Adaptation of Renal Microdialysis for Chronic Interstitial Collection of Angiotensin II and ATP

Abstract

Numerous methods have been developed for in vivo collection, separation and characterization of biological samples and analytes. Among those methods, microdialysis gained its prominence due to its reliability in measuring various endogenous and exogenous therapeutic agents in various tissue systems. Virtually every soluble molecule in the interstitial fluid can be measured by microdialysis. Microdialysis facilitates inexpensive collection of accurate data with minimal invasive procedures. The present study describes the underlying principle of the technique, surgical method of probe insertion and sample collection from the target site.

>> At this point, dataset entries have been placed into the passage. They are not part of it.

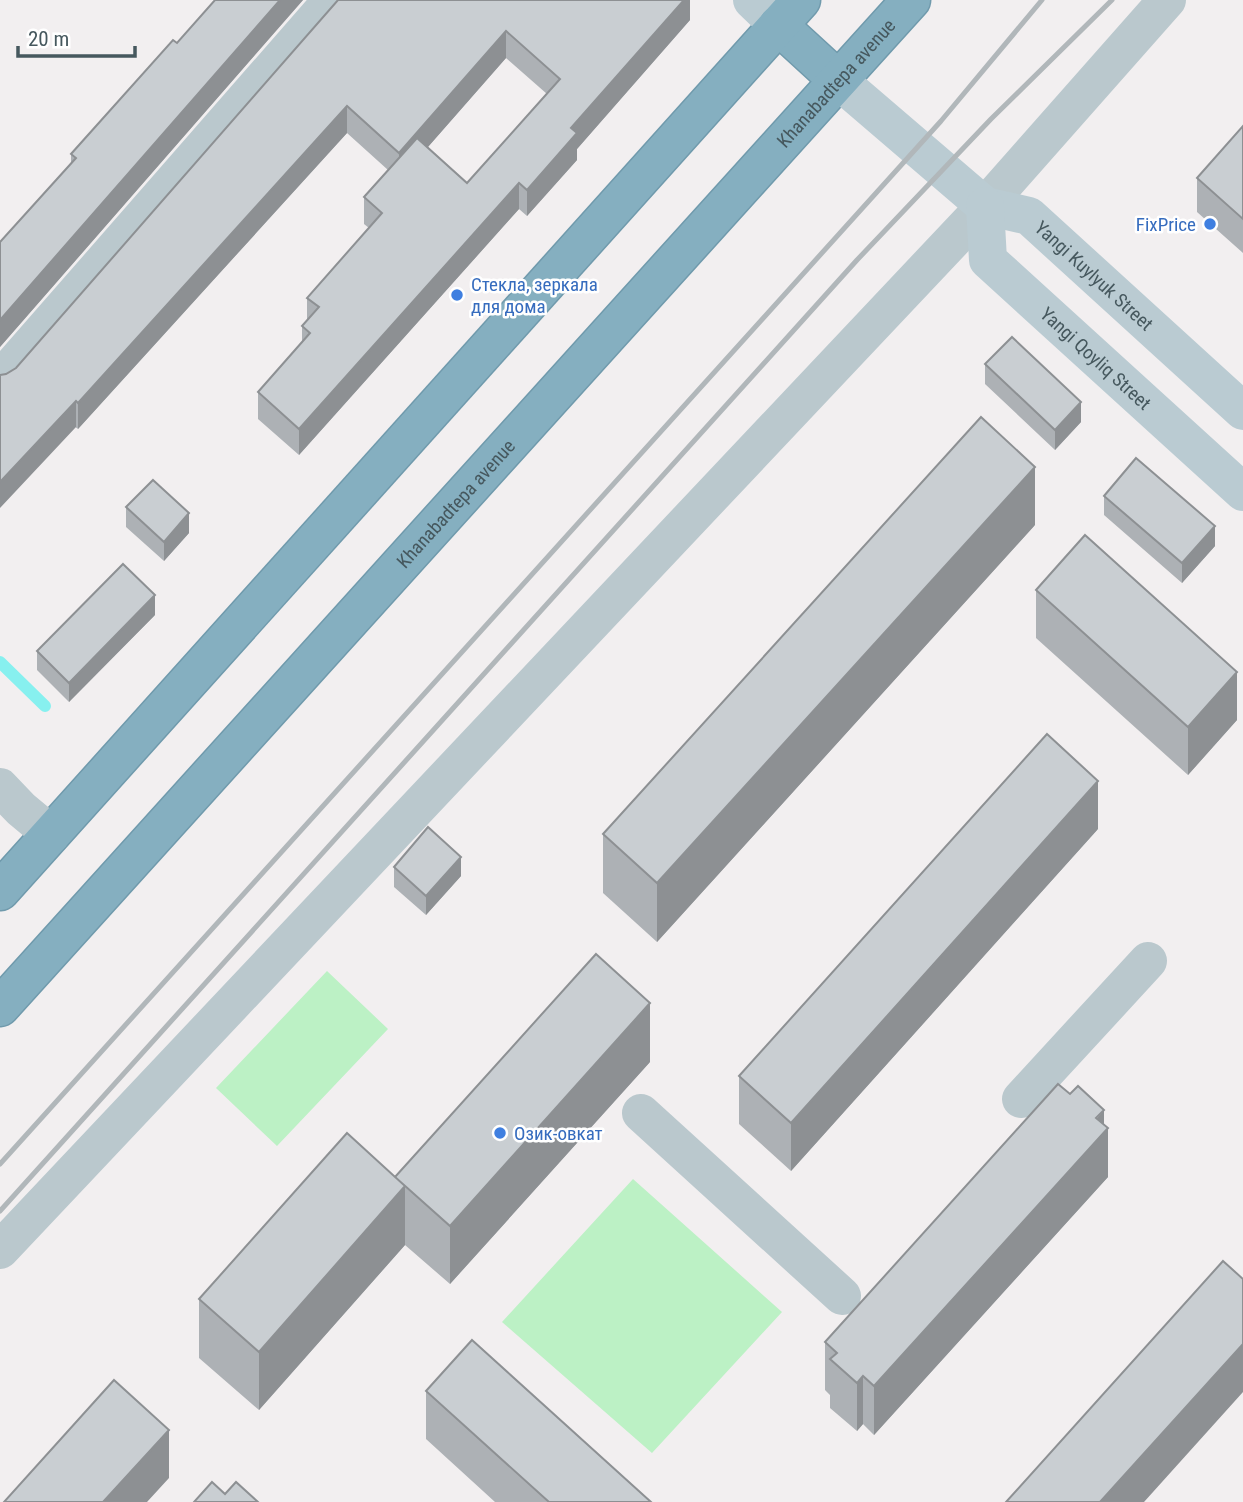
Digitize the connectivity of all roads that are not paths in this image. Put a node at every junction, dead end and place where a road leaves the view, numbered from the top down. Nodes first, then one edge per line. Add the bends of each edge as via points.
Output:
1 (332, 0) edge
2 (911, 0) edge
3 (1167, 0) edge
4 (777, 8) edge
5 (838, 80) junction
6 (985, 206) junction
7 (0, 380) edge
8 (1243, 411) edge
9 (1243, 492) edge
10 (0, 787) edge
11 (51, 834) junction
12 (0, 891) edge
13 (1148, 961) dead end
14 (0, 1007) edge
15 (1021, 1099) dead end
16 (641, 1113) dead end
17 (0, 1250) edge
18 (842, 1296) dead end

1 - 7 street
2 - 5 highway, Khanabadtepa avenue
3 - 6 street
4 - 5 highway
4 - 11 highway
5 - 6 main road, Yangi Kuylyuk Street
5 - 14 highway, Khanabadtepa avenue
6 - 8 main road, Yangi Kuylyuk Street via 1029,216
6 - 9 main road, Yangi Qoyliq Street via 988,260
6 - 17 street
10 - 11 street
11 - 12 highway
13 - 15 street
16 - 18 street

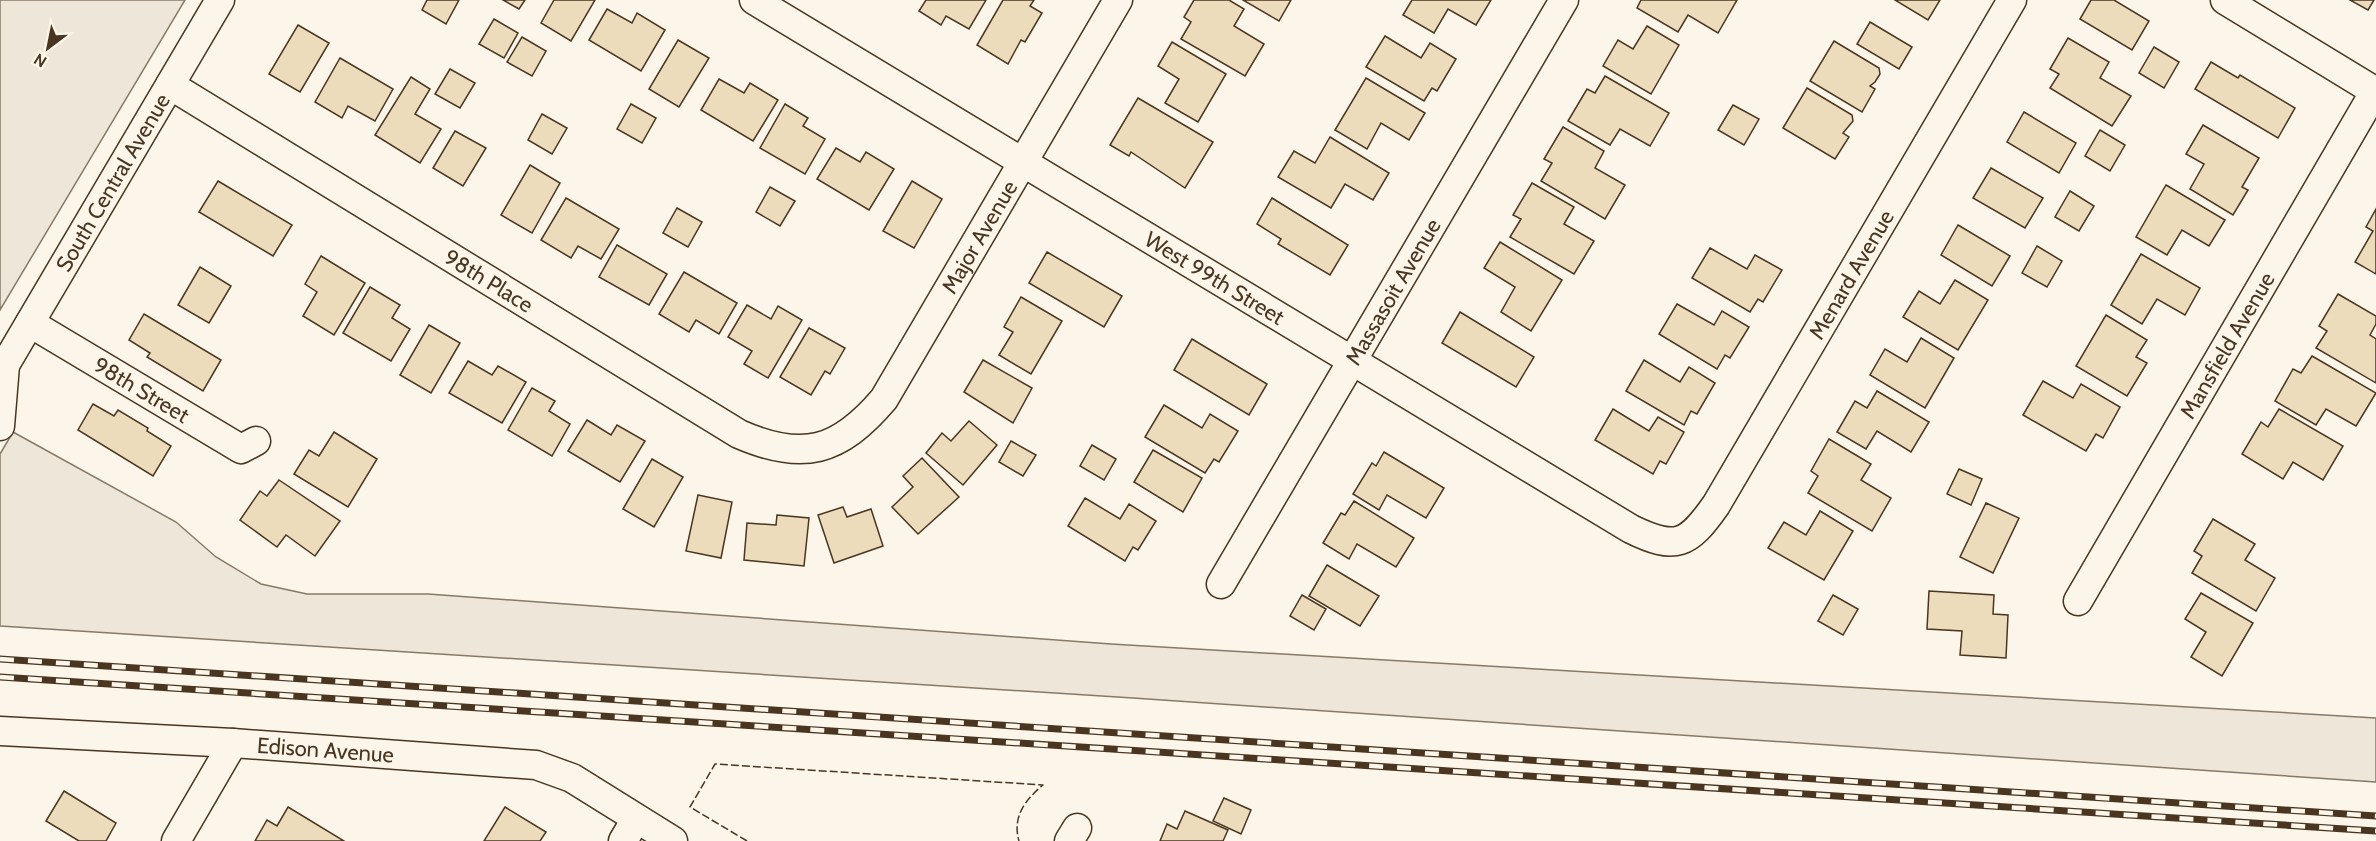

Further, we will describe the different components of the microdialysis instrument and its applications in various disciplines. Initially, microdialysis was designed to measure concentrations of neurotransmitters in rat brain. However, microdialysis has been adopted as a key research tool in several research areas to date. The first published application of microdialysis in humans was a study on interstitial glucose in 1987 and its use was initially confined to adipose tissue. However, numerous reports have since appeared on microdialysis in other human tissues such as brain, heart, lung, and solid tumors. The novelty of the present study lies in the use of microdialysis in rats which were treated with recurrent insulin injections for 14 days and adaptation of the technique for chronic collections of renal interstitial samples. In addition, this is the first report of the use of chronic microdialysis in a two week conscious animal protocol. Over the two week protocol, renal and interstitial samples can be collected and analyzed for changes in a number of different renal parameters.